AI and the War on Poverty

A.I. and Big Data Could Power a New War on Poverty is the title of on op-ed in today’s New York Times by Elisabeth Mason. I fear that AI and Big Data is more likely to fuel a new War on the Poor unless a radical rethinking occurs. In fact this algorithmic War on the Poor seems to have been going on for quite some time and the Poor are not winning.

Mason posits that AI and Big Data provide three paths forward from the trap of inequality: 1. The ability to match people to available jobs; 2. the ability to deliver customized training that enables people to perform those jobs; and 3. the ability to algorithmically deliver social welfare programs in a more efficient manner.

The first objective seems within the realm of Indeed.com and LinkedIn’s recommendation algorithms and second — personalized training — has a long history in AI systems development. The problem is access: how do you get one of the “good middle-class jobs” in San Francisco when you live in Atlanta and attend a high school that lacks the coursework to prepare you for Stanford? How do you get access to an immersive 3D training environment when your family can’t afford to put down 100 a month for high speed internet and your school lacks the equipment also?
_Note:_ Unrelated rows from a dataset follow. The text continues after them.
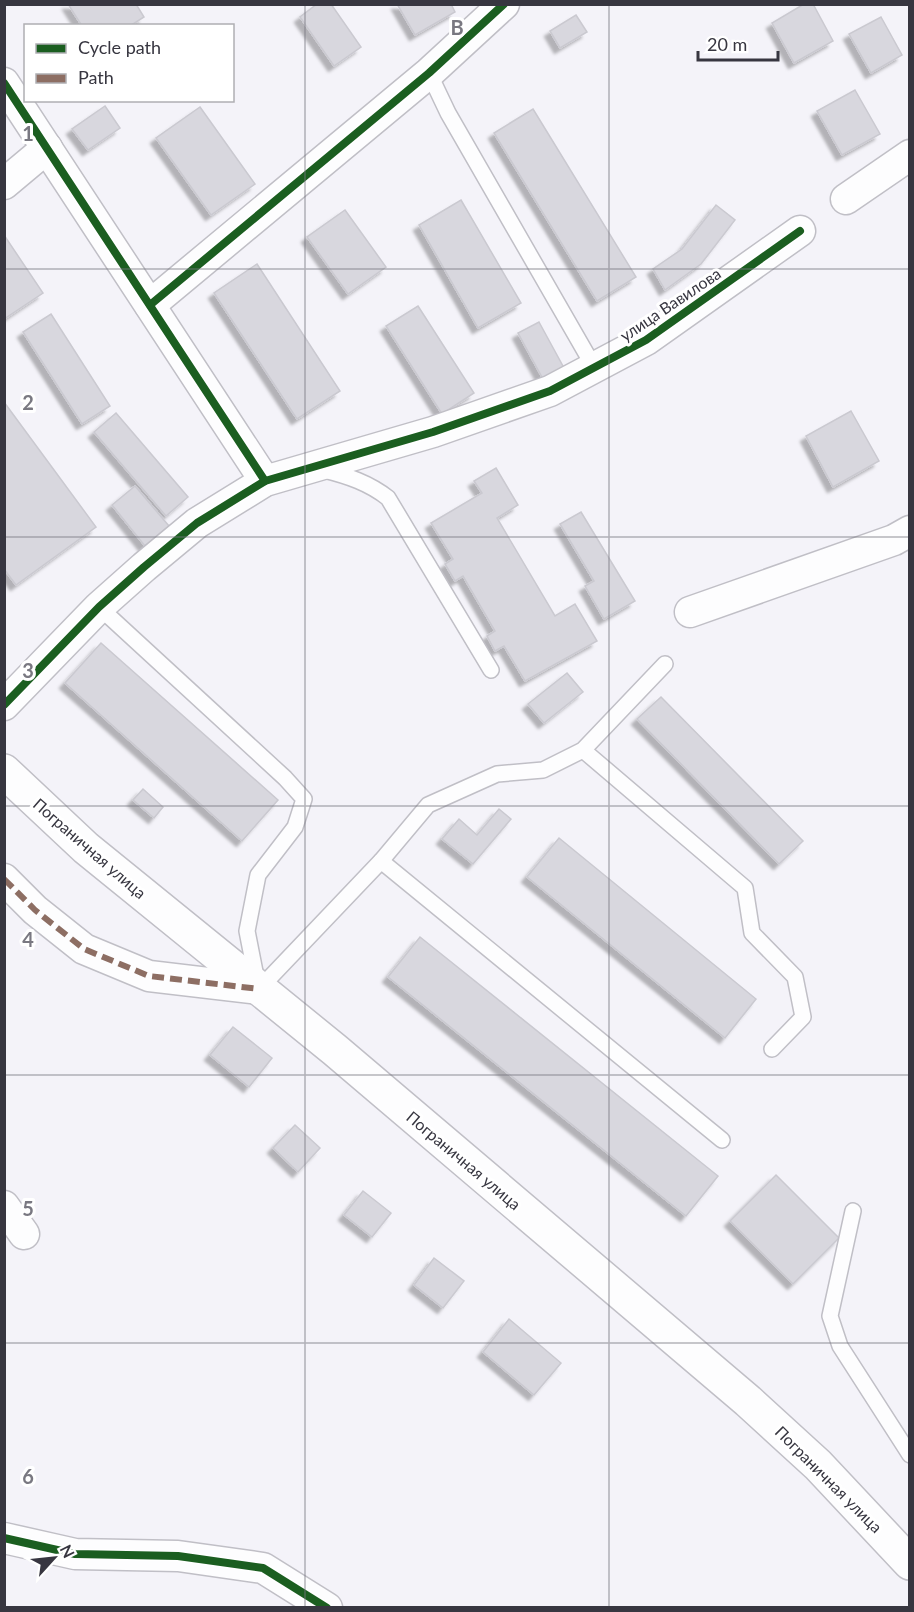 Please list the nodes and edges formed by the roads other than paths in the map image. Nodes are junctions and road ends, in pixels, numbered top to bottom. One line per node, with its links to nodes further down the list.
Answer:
1 (504, 4): 2 (street)
2 (429, 73): 9 (street); 10 (lane)
3 (4, 83): 4 (street)
4 (47, 148): 6 (street); 9 (street)
5 (909, 155): 7 (street)
6 (4, 184)
7 (846, 199)
8 (800, 231): 10 (street, улица Вавилова)
9 (150, 304): 12 (street)
10 (594, 367): 11 (street, улица Вавилова)
11 (313, 467): 12 (street, улица Вавилова); 17 (lane)
12 (266, 481): 14 (street, улица Вавилова)
13 (909, 531): 15 (street)
14 (99, 607): 18 (street, улица Вавилова); 23 (lane)
15 (690, 612)
16 (665, 664): 19 (lane)
17 (491, 670)
18 (4, 705)
19 (583, 750): 21 (lane); 24 (lane)
20 (4, 771): 23 (main road, Пограничная улица)
21 (381, 861): 23 (lane); 25 (lane)
22 (4, 879): 23 (street)
23 (259, 989): 31 (main road, Пограничная улица)
24 (772, 1049)
25 (722, 1140)
26 (4, 1206): 28 (street)
27 (853, 1211): 29 (lane)
28 (24, 1234)
29 (909, 1455)
30 (4, 1538): 32 (street)
31 (909, 1563)
32 (327, 1608) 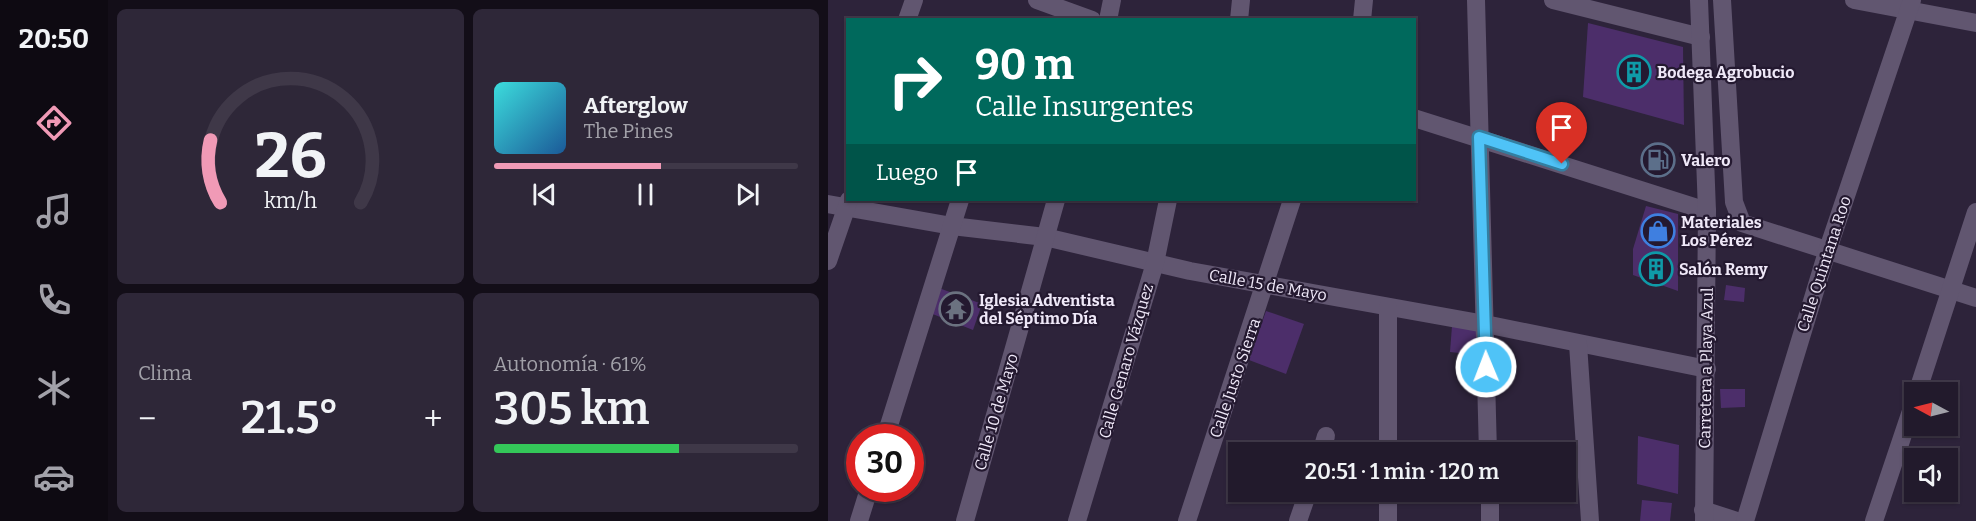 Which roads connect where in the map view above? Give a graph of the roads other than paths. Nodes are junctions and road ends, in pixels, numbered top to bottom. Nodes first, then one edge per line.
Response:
1 (914, 0) edge
2 (1037, 0) edge
3 (1112, 0) edge
4 (1241, 0) edge
5 (1364, 0) edge
6 (1476, 0) edge
7 (1553, 0) edge
8 (1699, 0) edge
9 (1722, 0) edge
10 (1854, 0) edge
11 (1910, 5) edge
12 (908, 18) edge
13 (1086, 18) edge
14 (1108, 18) edge
15 (1239, 18) edge
16 (1362, 18) edge
17 (1976, 23) edge
18 (1701, 37) junction
19 (1416, 119) edge
20 (1479, 137) junction
21 (960, 201) edge
22 (1056, 201) edge
23 (1168, 201) edge
24 (1292, 201) edge
25 (828, 204) edge
26 (848, 204) edge
27 (1707, 211) junction
28 (1976, 212) edge
29 (952, 226) junction
30 (1045, 237) junction
31 (1827, 252) junction
32 (828, 261) edge
33 (1155, 263) junction
34 (1266, 285) junction
35 (1951, 290) junction
36 (1976, 298) edge
37 (1388, 307) junction
38 (1485, 324) junction
39 (1578, 344) junction
40 (1707, 369) junction
41 (1921, 382) edge
42 (889, 424) edge
43 (1904, 432) edge
44 (1388, 442) edge
45 (1488, 442) edge
46 (865, 502) edge
47 (1305, 502) edge
48 (1388, 502) edge
49 (1490, 502) edge
50 (1703, 515) edge
51 (859, 521) edge
52 (965, 521) edge
53 (1077, 521) edge
54 (1187, 521) edge
55 (1298, 521) edge
56 (1388, 521) edge
57 (1490, 521) edge
58 (1590, 521) edge
59 (1737, 521) edge
60 (1745, 521) edge
61 (1874, 521) edge

1 - 12 street
2 - 13 street
3 - 14 street
4 - 15 street
5 - 16 street
6 - 20 street
7 - 18 street
8 - 18 street, Carretera a Playa Azul
9 - 31 street
10 - 11 street
11 - 17 street
11 - 31 street, Calle Quintana Roo
18 - 27 street, Carretera a Playa Azul
19 - 20 street
20 - 27 street
20 - 38 street
21 - 29 street
22 - 30 street, Calle 10 de Mayo
23 - 33 street, Calle Genaro Vázquez
24 - 34 street, Calle Justo Sierra
25 - 26 street, Calle 15 de Mayo
26 - 29 street, Calle 15 de Mayo
26 - 32 street
27 - 40 street, Carretera a Playa Azul
28 - 35 street
29 - 30 street, Calle 15 de Mayo
29 - 42 street
30 - 33 street, Calle 15 de Mayo
30 - 52 street, Calle 10 de Mayo
31 - 35 street
31 - 60 street, Calle Quintana Roo
33 - 34 street, Calle 15 de Mayo
33 - 53 street, Calle Genaro Vázquez
34 - 37 street, Calle 15 de Mayo
34 - 54 street, Calle Justo Sierra
35 - 36 street
35 - 41 street
37 - 38 street, Calle 15 de Mayo
37 - 44 street
38 - 39 street, Calle 15 de Mayo
38 - 45 street
39 - 40 street, Calle 15 de Mayo
39 - 58 street
40 - 50 street, Carretera a Playa Azul
43 - 61 street
46 - 51 street
47 - 55 street
48 - 56 street
49 - 57 street
50 - 59 street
The third part of Mason’s strategy is the most problematic. We’ve seen AI (meaning machine learning and decision making algorithms) used to enforce biased sentencing practices; seen how skewed training data can lead to racial bias in facial recognition; and the use of data-driven methods in predatory lending has also been documented. These examples constitute the tip of a deep problem and still largely un-addressed problem in AI. In short, if the algorithms on which our hopes for transformation are pinned learn from data that reifies the structural racism at the root of social inequity, then we’re simply finding a more optimal route to oppression.
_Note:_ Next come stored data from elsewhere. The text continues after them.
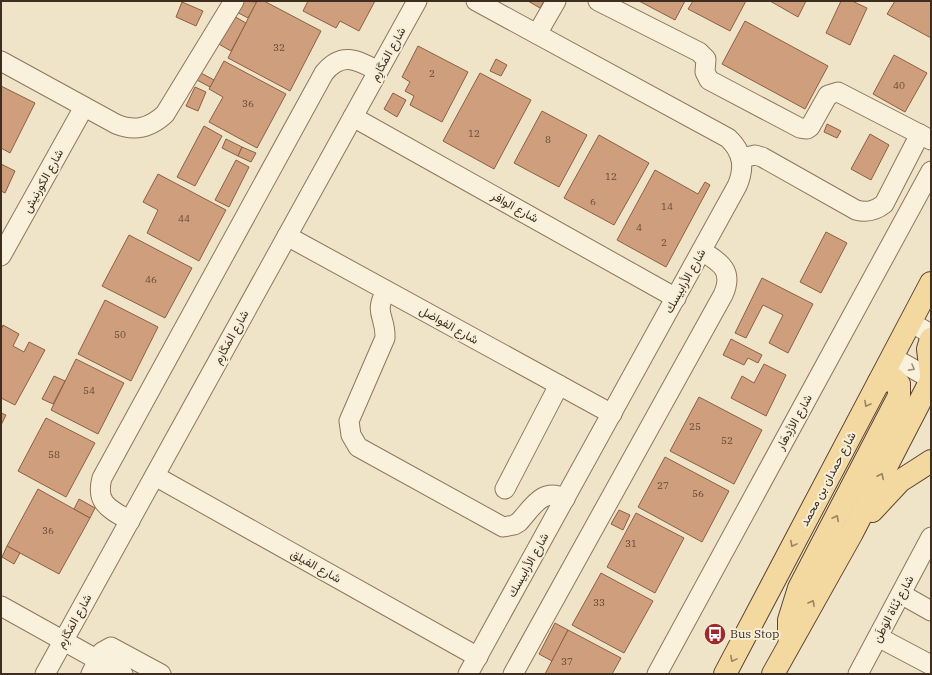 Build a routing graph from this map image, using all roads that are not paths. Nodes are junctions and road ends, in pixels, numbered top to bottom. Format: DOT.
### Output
graph roads {
  1 [pos="234,1"];
  2 [pos="417,1"];
  3 [pos="476,1"];
  4 [pos="556,1"];
  5 [pos="598,1"];
  6 [pos="537,34"];
  7 [pos="1,61"];
  8 [pos="378,71"];
  9 [pos="84,107"];
  10 [pos="353,116"];
  11 [pos="926,137"];
  12 [pos="742,158"];
  13 [pos="931,171"];
  14 [pos="287,236"];
  15 [pos="702,251"];
  16 [pos="1,256"];
  17 [pos="931,283"];
  18 [pos="386,291"];
  19 [pos="676,298"];
  20 [pos="910,322"];
  21 [pos="931,334"];
  22 [pos="931,339"];
  23 [pos="892,357"];
  24 [pos="931,375"];
  25 [pos="931,379"];
  26 [pos="879,382"];
  27 [pos="560,385"];
  28 [pos="612,414"];
  29 [pos="931,461"];
  30 [pos="155,476"];
  31 [pos="505,489"];
  32 [pos="565,499"];
  33 [pos="130,521"];
  34 [pos="852,533"];
  35 [pos="931,536"];
  36 [pos="927,555"];
  37 [pos="901,594"];
  38 [pos="1,606"];
  39 [pos="931,611"];
  40 [pos="878,637"];
  41 [pos="64,641"];
  42 [pos="789,644"];
  43 [pos="478,657"];
  44 [pos="931,665"];
  45 [pos="94,667"];
  46 [pos="45,674"];
  47 [pos="124,674"];
  48 [pos="161,674"];
  49 [pos="468,674"];
  50 [pos="513,674"];
  51 [pos="657,674"];
  52 [pos="725,674"];
  53 [pos="773,674"];
  54 [pos="858,674"];
  1 -- 9 [label="street"];
  2 -- 8 [label="street, شارع المَكَارِم"];
  3 -- 6 [label="street"];
  4 -- 6 [label="street"];
  5 -- 11 [label="street"];
  6 -- 12 [label="street"];
  7 -- 9 [label="street"];
  8 -- 10 [label="street, شارع المَكَارِم"];
  8 -- 33 [label="street"];
  9 -- 16 [label="street, شارع الكورنيش"];
  10 -- 14 [label="street, شارع المَكَارِم"];
  10 -- 19 [label="street, شارع الوافر"];
  11 -- 12 [label="street"];
  12 -- 15 [label="street, شارع الأرابيسك"];
  13 -- 51 [label="street, شارع الازْدِهَار"];
  14 -- 18 [label="street, شارع الفواضل"];
  14 -- 30 [label="street, شارع المَكَارِم"];
  15 -- 19 [label="street, شارع الأرابيسك"];
  15 -- 50 [label="street"];
  17 -- 20 [label="main road, شارع حمدان بن محمد"];
  18 -- 27 [label="street, شارع الفواضل"];
  18 -- 32 [label="street"];
  19 -- 28 [label="street, شارع الأرابيسك"];
  20 -- 21 [label="street"];
  20 -- 23 [label="main road, شارع حمدان بن محمد"];
  22 -- 24 [label="main road"];
  23 -- 25 [label="street, one-way"];
  23 -- 26 [label="main road, شارع حمدان بن محمد"];
  34 -- 25 [label="main road, one-way"];
  42 -- 26 [label="main road, one-way"];
  26 -- 52 [label="main road, شارع حمدان بن محمد, one-way"];
  27 -- 28 [label="street, شارع الفواضل"];
  27 -- 31 [label="street"];
  28 -- 32 [label="street, شارع الأرابيسك"];
  29 -- 34 [label="main road"];
  30 -- 33 [label="street, شارع المَكَارِم"];
  30 -- 43 [label="street, شارع الفيلق"];
  32 -- 43 [label="street, شارع الأرابيسك"];
  33 -- 41 [label="street, شارع المَكَارِم"];
  42 -- 34 [label="main road, one-way"];
  35 -- 36 [label="street, شارع بُنَاة الوَطَن"];
  36 -- 37 [label="street, شارع بُنَاة الوَطَن"];
  37 -- 39 [label="street"];
  37 -- 40 [label="street, شارع بُنَاة الوَطَن"];
  38 -- 41 [label="street"];
  40 -- 44 [label="street"];
  40 -- 54 [label="street, شارع بُنَاة الوَطَن"];
  41 -- 45 [label="street"];
  41 -- 46 [label="street, شارع المَكَارِم"];
  42 -- 53 [label="main road"];
  43 -- 49 [label="street, شارع الأرابيسك"];
  45 -- 47 [label="street"];
  45 -- 48 [label="street"];
}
Before we hand over the lives and futures of the most vulnerable members of society to algorithms that we are still trying to fathom, we should strive first for accountability and transparency in algorithms. The efforts underway in New York City to insure algorithmic ethical accountability is one start.
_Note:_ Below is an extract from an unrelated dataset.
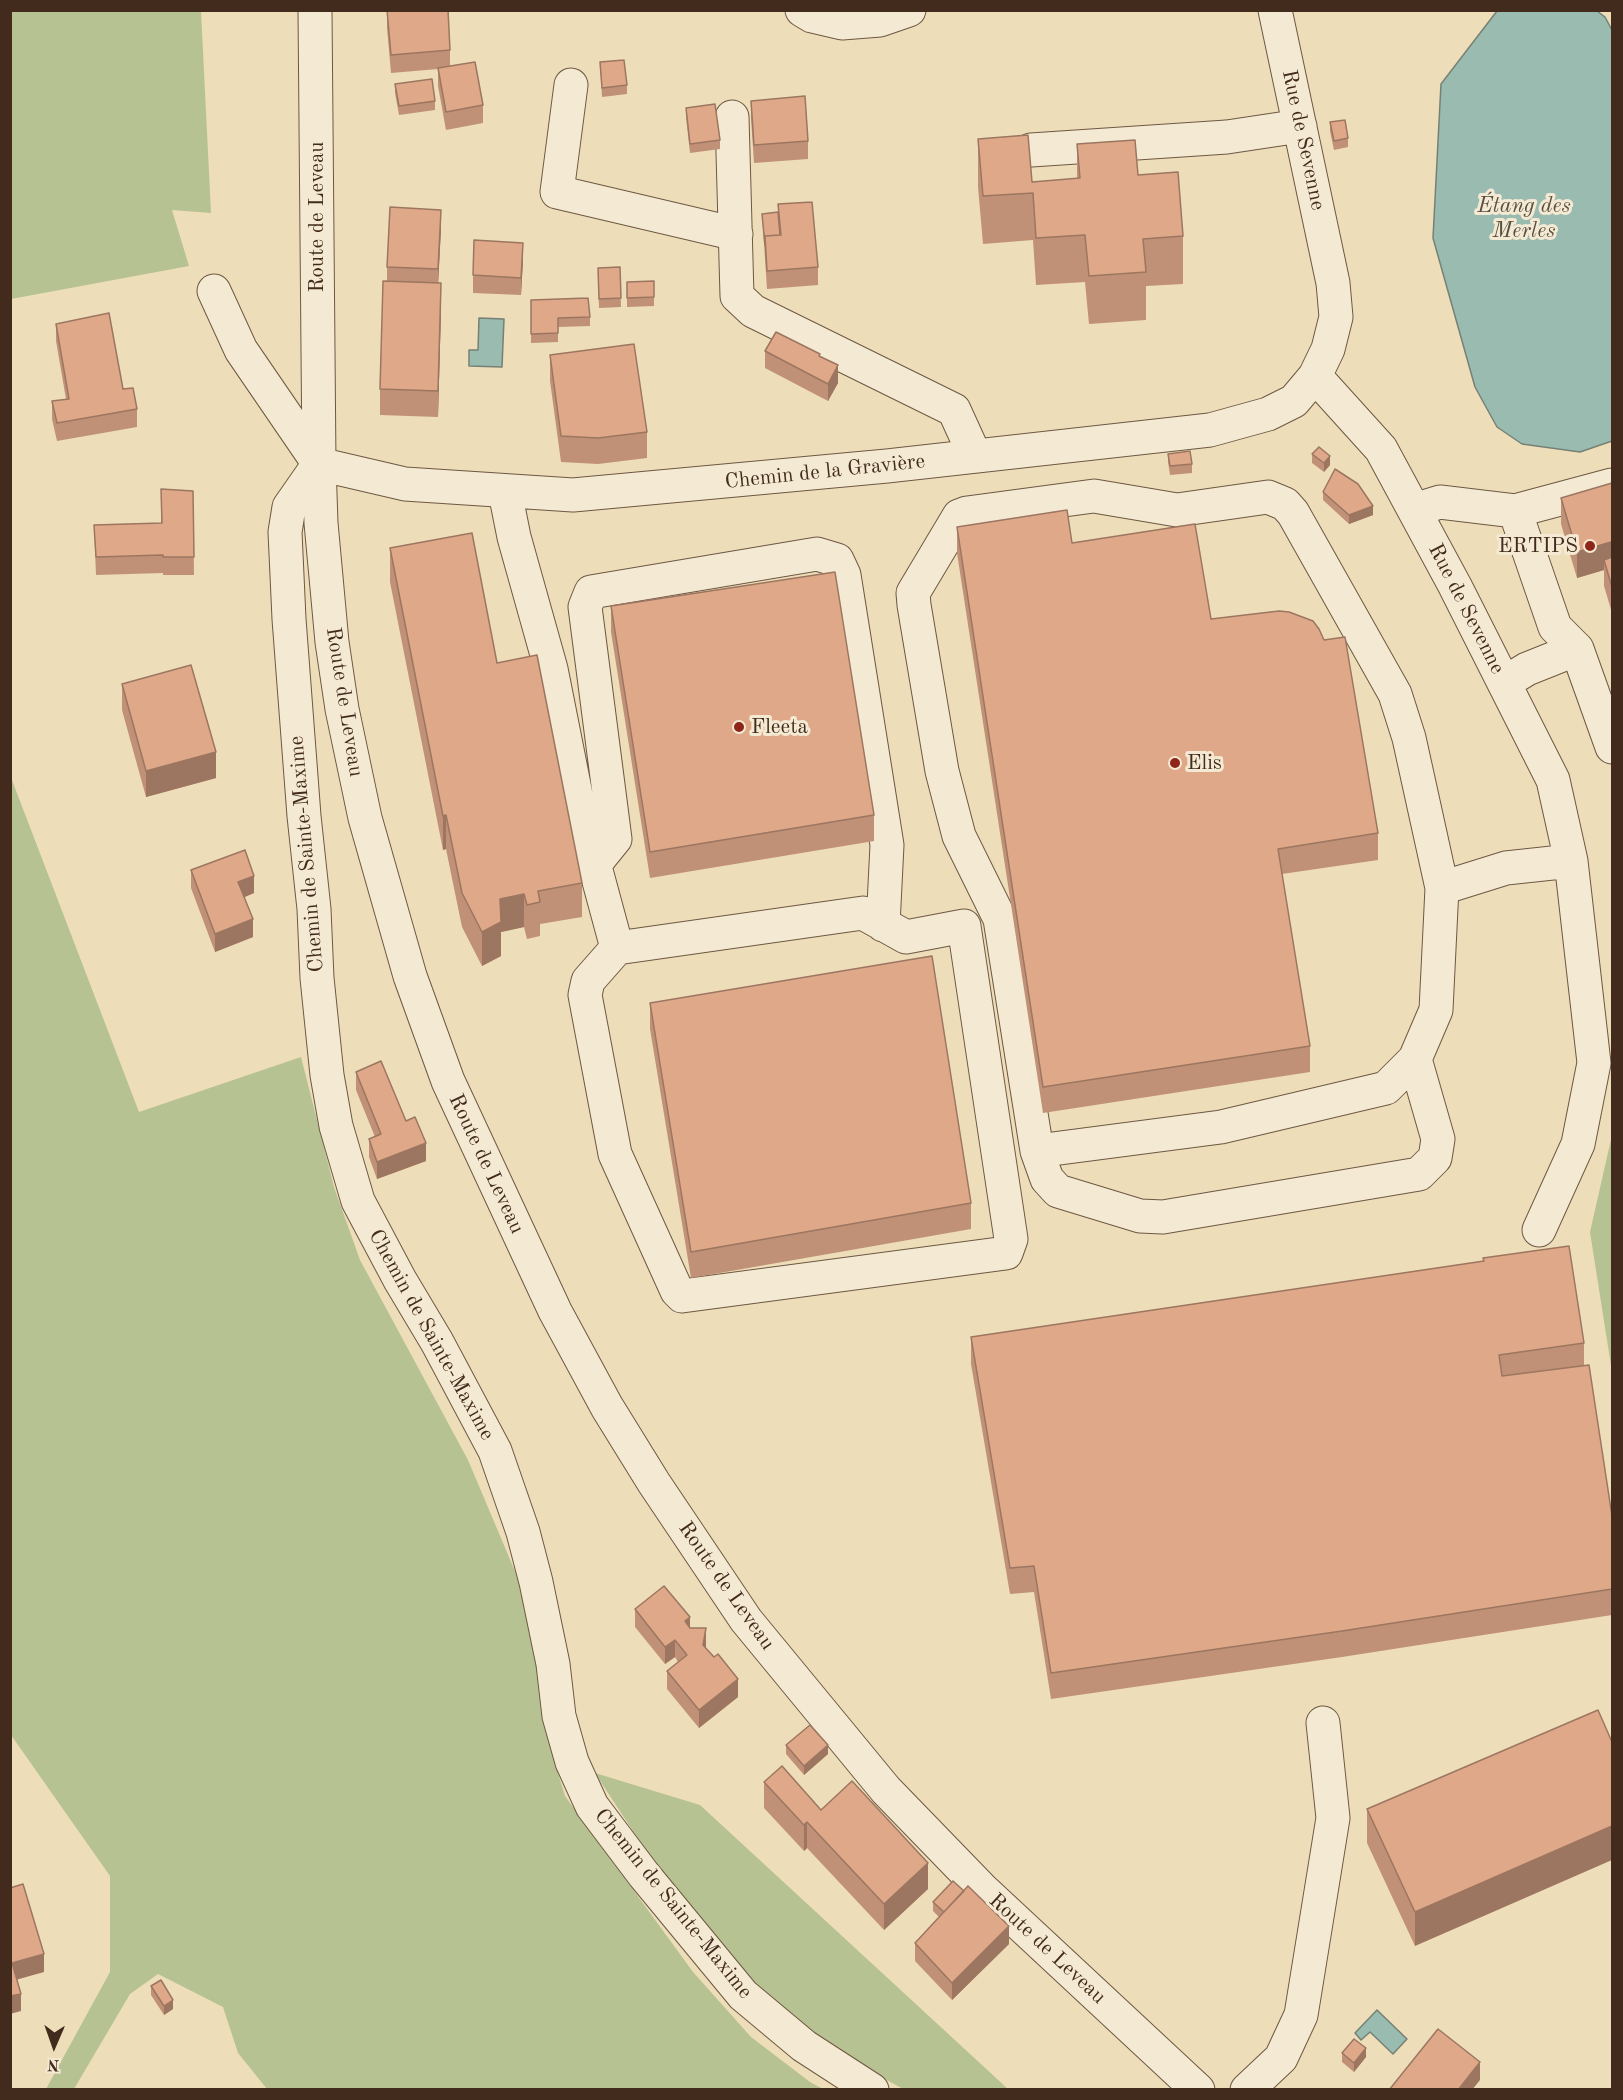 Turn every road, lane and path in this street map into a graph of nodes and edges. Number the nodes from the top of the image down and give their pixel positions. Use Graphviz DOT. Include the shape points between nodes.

But if machine learning and AI are the new tools of our age, we should empower all people to put the computational tools and conceptual frameworks of data science to work for them. Black Lives Matter activists took the social networking tools to organize protests and share video that has changed and empowered. What could a coming generation do with additional visualization and analytical tools?

It was the prospect of using AI to empower education that first attracted me to the field. I think that the emerging technology has some good to do. But the process must necessarily be participatory. When artists, educators, poets, activists, grocery store owners, gardeners — everyone — can be given access to the tools then I’ll bet on the human capacity to find new paths to expression and opportunity.